**** INPUT RECORDS
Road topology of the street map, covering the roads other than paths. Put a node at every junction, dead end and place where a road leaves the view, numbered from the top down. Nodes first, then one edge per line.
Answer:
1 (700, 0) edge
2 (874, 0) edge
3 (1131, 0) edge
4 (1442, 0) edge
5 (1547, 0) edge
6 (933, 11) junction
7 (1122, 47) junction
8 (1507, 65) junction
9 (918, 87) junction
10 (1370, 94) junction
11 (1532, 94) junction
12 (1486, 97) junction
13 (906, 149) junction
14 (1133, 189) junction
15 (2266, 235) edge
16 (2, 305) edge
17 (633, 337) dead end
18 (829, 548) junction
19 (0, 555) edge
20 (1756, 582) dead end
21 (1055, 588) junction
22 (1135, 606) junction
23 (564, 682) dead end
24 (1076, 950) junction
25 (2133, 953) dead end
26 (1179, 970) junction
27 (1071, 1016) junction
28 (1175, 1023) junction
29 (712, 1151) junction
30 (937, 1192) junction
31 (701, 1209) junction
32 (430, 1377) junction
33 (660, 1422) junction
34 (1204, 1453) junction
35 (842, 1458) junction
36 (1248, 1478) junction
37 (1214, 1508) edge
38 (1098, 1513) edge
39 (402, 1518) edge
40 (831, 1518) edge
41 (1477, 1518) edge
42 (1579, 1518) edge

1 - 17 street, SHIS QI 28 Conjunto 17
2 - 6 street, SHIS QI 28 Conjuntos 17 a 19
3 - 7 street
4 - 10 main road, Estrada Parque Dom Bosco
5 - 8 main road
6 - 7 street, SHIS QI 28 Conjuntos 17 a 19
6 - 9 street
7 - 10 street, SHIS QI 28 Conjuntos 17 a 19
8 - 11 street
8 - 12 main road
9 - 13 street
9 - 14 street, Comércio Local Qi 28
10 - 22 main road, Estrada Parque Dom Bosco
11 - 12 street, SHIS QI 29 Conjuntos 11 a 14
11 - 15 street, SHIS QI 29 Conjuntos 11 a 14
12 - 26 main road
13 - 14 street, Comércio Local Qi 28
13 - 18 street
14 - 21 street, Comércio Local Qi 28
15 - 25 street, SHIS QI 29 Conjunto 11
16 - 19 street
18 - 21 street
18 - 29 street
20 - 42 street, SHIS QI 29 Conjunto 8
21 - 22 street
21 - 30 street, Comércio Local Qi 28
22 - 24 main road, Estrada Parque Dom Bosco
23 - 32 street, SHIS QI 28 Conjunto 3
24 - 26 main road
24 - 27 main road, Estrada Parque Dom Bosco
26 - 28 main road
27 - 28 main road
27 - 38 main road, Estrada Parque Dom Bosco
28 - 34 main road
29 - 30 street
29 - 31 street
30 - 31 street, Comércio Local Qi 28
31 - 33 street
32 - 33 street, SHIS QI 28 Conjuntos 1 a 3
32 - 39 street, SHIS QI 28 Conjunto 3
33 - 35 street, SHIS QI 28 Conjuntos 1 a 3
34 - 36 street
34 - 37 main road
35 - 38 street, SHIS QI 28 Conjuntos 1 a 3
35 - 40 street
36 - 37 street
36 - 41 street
********
PROBLEM DESCRIPTION
The lines needed are those in the data above that hold the string "Conjuntos"; copy each of them.

FINISHED TASK
2 - 6 street, SHIS QI 28 Conjuntos 17 a 19
6 - 7 street, SHIS QI 28 Conjuntos 17 a 19
7 - 10 street, SHIS QI 28 Conjuntos 17 a 19
11 - 12 street, SHIS QI 29 Conjuntos 11 a 14
11 - 15 street, SHIS QI 29 Conjuntos 11 a 14
32 - 33 street, SHIS QI 28 Conjuntos 1 a 3
33 - 35 street, SHIS QI 28 Conjuntos 1 a 3
35 - 38 street, SHIS QI 28 Conjuntos 1 a 3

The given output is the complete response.